Let \(t\) be the desired position in an input sentence, \(\vec{p}_t \in \mathbb{R}^d\) be its corresponding encoding, and \(d\) be the encoding dimension (where \(d \geq 0\)). Then \(f : \mathbb{N} \rightarrow \mathbb{R}^d\) will be the function that produces the output vector \(\vec{p}_t\) and it is defined as follows:

\[\vec{p}_t^{(i)} = f(t)^{(i)} := \begin{cases} \sin(\omega_i \cdot t), & \text{if } i = 2k \\ \cos(\omega_i \cdot t), & \text{if } i = 2k + 1 \end{cases}\]

where

\[\omega_i = \frac{1}{10000^{2i/d}}\]

class PositionalEmbedding(nn.Module):
    def __init__(self, d_model, maxlen, device):
        super(PositionalEmbedding, self).__init__()
        self.encoding = torch.zeros(maxlen, d_model, device=device) # initialize the encoding
        self.encoding.requires_grad_(False) # This encoding does not require a gradient

        # generate the position (The most important one in positional embedding!!!):
        pos = torch.arange(0, maxlen, device=device) # generate a series from 0 to maxlen-1 [0, 1, ... , maxlen-1]
        pos = pos.float().unsqueeze(1) # add a dimension [[0.], [1.], ... , [maxlen-1]]
        _2i = torch.arange(0, d_model, 2, device=device) # generate 2i: [0, 2, 4, ...]

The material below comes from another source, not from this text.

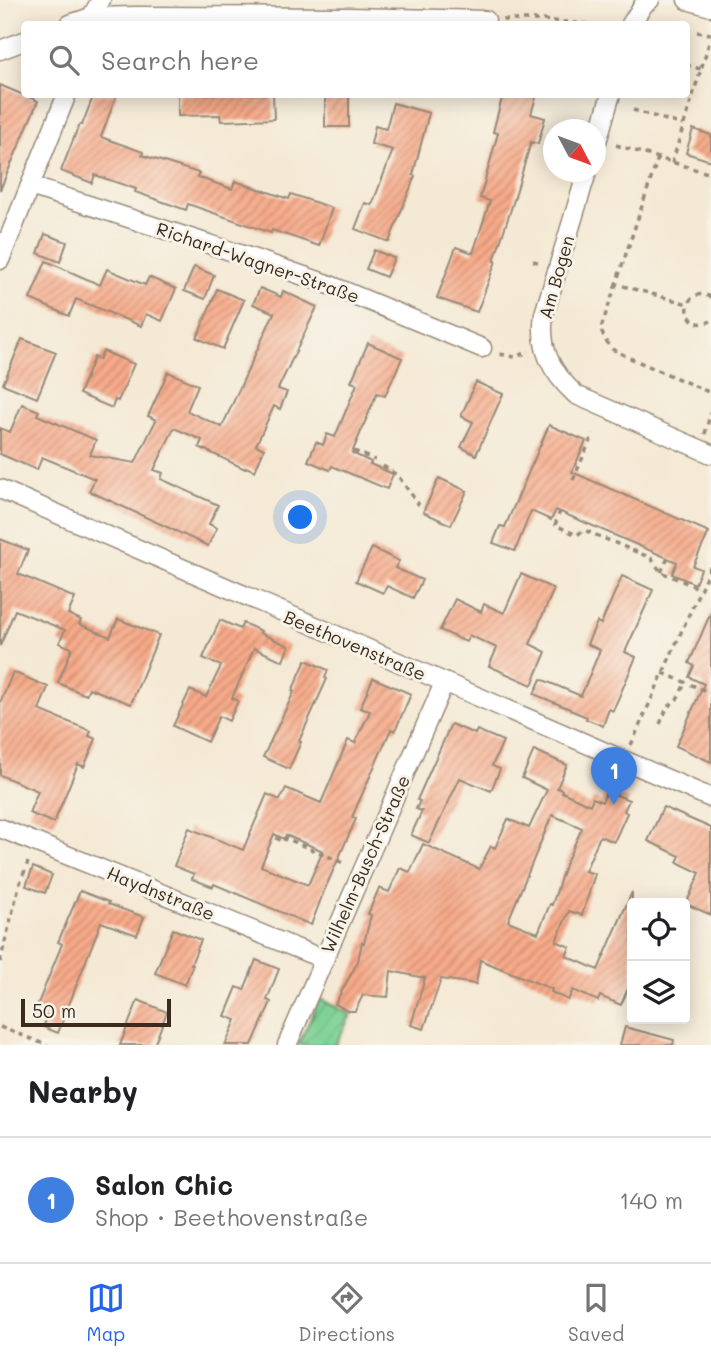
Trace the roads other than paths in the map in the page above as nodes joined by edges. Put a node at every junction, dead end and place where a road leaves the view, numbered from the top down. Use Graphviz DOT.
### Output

        self.encoding[:, 0::2] = torch.sin(pos / (10000 ** (_2i / d_model)))
        self.encoding[:, 1::2] = torch.cos(pos / (10000 ** (_2i / d_model)))

    def forward(self, x):
        # there is no need to RETURN all the arguments, so make a cut with seq_len
        seq_len = x.shape[1]
        return self.encoding[:seq_len, :]

Layer Norm

Why do we need normalization

In deep neural networks, the layers will directly or indirectly affect each other; a slight change in one layer may lead to different layers of violent shock, resulting in the corresponding network layer falling into saturation and model training difficulties. This phenomenon is called “Internal Covariate Shift.” [For example, in the sigma function, when \(x>10\), the gradient value is close to 0, and the gradient of the lower neural network disappears in the BP process].

In order to reduce this effect, so it is handled in terms of intuitive data distribution by normalizing the batch data to an \(N(0,1)\) distribution, which allows for a manageable range of input data distributions for each layer.

Two normalization methods are often used in deep neural networks: batch normalization and layer normalization.

Batch normalization is generally used in the CV domain, while layer normalization is generally used in the NLP domain.

The equations of these two normalization methods are formally the same:

\(N(x) = \gamma \left(\frac{x - \mu(x)}{\sigma(x)}\right) + \beta\) where \(\gamma\) and \(\beta\) are affine parameters learned from data, \(\mu (x)\) and \(\sigma (x)\) are the mean and standard deviation. Batch normalization computes \(\mu (x)\) and \(\sigma (x)\) across batch size and spatial dimensions independently for each feature channel. However, layer normalization computes \(\mu (x)\) and \(\sigma (x)\) across all channels for each sample.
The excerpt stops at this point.